There's absolutely no philosophical merit, it's completely worthless, if you have an opinion about epistemology, but in forming your opinion,
you have no idea what is at stake. I'll give you an example:
Let's say you are an avid empiricist, not in that you are doing philosophy in the manner of the empiricists, but rather in the sense that you are mindlessly accepting their beliefs without critically analyzing them. So you believe that we gain knowledge through the senses.
But whoah! It never occurs to you to ask, as Plato would have, this
crucial question: "What is knowledge, and whatever faculty knowledge is, are sense particulars its rightful object, or is there some property that all sense particulars have alike which exclude them from being the proper object of this faculty?"
Or again, suppose you have this belief that science is able to answer all of the questions that we can possibly ask, and instead of doing armchair philosophy, we should "naturalize" the science (of philosophy) by referring the various philosophical fields (epistemology, ethics, etc.) to the relevent field of study in the natural science (psychology, biology, chemistry, sociology, &c)...but it never occurs to you to ask this
very, very important question: "What is natural science, upon which faculty is it based, and what are its necessary limitations?" Your belief, even if right (and it isn't), is completely worthless to you philosophically.
For one to do philosophy, these things have to be in effect:
1. It must be a problem underlying common sense values. One cannot use philosophy to figure out the human genome.
2. One must understand and be looking to answer the appropriate questions. Philosophy isn't blind. The driving force of philosophy is the
paradox. My favorite is Parmenides': "By 'change' I understand the process whereby that which is ceases to be, or whereby that which is not comes into being. But if nothing comes from nothing, and that which is already is, how is change possible?"
Last but not least:
3. Your answers must be guided by an appropriate method, especially the
laws of non-contradiction. As the ancient Stoics insisted, "logic is the propaedeutic of philosophy." Even if you know and are trying to answer the right questions, and even if the subject matter is appropriate, if you are not guided by some method whereby your answers are assured, your pursuit isn't philosophical. For this, we must use
logic and
thought experiments.
So be honest with me, PhilosophyForum: are you really doing philosophy?

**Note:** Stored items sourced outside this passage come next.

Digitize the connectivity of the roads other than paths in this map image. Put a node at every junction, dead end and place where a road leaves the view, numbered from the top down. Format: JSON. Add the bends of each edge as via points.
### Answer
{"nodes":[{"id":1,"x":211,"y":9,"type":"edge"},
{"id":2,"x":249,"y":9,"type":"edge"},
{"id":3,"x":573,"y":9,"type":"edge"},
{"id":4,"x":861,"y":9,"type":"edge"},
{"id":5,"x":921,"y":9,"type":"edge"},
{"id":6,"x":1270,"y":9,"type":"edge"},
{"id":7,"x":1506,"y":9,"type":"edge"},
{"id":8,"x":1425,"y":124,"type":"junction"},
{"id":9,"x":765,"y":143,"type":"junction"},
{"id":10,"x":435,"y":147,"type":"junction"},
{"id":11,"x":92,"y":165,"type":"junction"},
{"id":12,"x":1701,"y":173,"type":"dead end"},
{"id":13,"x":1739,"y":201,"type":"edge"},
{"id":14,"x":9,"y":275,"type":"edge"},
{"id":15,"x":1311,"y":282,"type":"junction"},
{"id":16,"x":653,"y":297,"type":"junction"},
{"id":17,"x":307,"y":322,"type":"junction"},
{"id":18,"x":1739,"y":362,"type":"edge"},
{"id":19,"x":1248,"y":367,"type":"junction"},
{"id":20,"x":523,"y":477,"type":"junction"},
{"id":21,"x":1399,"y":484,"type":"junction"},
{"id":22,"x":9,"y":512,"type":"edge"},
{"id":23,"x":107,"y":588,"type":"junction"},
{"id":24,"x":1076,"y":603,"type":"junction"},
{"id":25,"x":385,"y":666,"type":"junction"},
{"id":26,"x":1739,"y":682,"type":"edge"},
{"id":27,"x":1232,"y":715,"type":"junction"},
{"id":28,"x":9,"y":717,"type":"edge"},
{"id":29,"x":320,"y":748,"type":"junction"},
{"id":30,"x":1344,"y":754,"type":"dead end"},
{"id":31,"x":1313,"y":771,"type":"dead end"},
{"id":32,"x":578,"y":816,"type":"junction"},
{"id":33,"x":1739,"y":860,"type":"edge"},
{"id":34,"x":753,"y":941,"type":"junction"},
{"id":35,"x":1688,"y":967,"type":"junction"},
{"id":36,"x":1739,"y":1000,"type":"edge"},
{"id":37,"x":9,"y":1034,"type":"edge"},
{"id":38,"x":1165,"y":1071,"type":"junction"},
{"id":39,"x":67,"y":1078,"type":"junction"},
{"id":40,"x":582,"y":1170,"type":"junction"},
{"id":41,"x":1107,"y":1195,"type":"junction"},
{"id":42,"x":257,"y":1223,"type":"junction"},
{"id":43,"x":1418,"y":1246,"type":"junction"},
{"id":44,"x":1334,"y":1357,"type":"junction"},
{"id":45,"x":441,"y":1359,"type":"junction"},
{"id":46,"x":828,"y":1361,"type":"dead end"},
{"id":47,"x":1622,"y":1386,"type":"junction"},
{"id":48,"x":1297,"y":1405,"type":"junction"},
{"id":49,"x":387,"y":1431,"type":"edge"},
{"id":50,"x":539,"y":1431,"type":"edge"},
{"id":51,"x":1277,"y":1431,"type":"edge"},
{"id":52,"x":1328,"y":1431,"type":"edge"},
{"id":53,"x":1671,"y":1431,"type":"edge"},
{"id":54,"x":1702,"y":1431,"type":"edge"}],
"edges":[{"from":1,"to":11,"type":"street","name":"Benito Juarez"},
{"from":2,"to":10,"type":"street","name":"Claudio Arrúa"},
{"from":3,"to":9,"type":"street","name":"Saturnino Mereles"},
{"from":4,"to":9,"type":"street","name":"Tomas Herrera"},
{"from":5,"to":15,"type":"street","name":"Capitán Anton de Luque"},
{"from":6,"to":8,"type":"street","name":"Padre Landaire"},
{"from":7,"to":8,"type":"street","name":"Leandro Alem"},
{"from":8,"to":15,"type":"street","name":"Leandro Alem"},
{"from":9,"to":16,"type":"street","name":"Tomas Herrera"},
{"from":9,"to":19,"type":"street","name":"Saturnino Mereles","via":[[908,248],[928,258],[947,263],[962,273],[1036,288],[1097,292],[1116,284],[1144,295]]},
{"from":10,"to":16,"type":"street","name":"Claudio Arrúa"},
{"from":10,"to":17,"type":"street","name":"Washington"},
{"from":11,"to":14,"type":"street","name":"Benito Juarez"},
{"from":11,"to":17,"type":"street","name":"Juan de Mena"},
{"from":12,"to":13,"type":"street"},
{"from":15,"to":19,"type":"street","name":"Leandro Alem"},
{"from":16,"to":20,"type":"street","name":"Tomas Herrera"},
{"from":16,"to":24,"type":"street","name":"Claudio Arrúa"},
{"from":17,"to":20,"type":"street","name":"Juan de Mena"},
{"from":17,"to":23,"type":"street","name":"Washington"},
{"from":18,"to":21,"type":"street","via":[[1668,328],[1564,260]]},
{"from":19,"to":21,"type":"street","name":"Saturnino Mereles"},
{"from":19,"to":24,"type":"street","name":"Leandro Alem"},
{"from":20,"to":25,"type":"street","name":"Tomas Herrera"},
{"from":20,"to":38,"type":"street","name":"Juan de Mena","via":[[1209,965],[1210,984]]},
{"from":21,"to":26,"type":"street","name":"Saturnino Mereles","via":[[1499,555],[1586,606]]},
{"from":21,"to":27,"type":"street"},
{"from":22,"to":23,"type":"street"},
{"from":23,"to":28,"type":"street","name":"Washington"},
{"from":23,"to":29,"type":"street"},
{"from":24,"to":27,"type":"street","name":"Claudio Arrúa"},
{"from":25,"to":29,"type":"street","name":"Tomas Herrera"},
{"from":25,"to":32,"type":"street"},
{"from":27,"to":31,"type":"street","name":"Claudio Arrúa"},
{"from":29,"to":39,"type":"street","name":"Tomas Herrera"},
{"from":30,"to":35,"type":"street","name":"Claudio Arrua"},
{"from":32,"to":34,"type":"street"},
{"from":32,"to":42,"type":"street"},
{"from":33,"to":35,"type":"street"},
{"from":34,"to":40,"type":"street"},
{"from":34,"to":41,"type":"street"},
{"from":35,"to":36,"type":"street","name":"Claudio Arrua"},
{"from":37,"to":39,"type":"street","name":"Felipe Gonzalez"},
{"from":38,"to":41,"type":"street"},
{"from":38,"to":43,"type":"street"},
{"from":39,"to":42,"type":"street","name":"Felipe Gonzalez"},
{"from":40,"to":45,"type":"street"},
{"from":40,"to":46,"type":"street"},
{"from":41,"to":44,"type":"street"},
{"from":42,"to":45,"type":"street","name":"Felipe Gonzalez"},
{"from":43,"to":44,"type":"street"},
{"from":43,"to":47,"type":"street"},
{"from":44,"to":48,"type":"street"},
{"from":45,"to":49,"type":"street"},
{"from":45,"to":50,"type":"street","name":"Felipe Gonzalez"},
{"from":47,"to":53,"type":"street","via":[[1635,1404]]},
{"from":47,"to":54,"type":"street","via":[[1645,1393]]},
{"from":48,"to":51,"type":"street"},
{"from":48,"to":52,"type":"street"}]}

Oh! And one last thing...and you know who you are whom I am addressing: Is metal philosophy? No. Heavy metal is art. The better question, though, is this one: is heavy metal
philosophically relevent? The answer is an unequivocable "yes." Parmenides wrote in verse. The Stoics and others looked to the poets. In our modern day, we have philosophy of literature, of film, etc. The role of the artist is not to do philosophy. The role of the artist
is to reveal the human condition, and to gain insight into our intuitions...and that
is philosophically relevent. Not to mention, of course, that heavy metal presents us with harmony and beauty, and puts us in the appropriate mindset for doing philosophy. Where the artist leaves off, the philosopher takes up.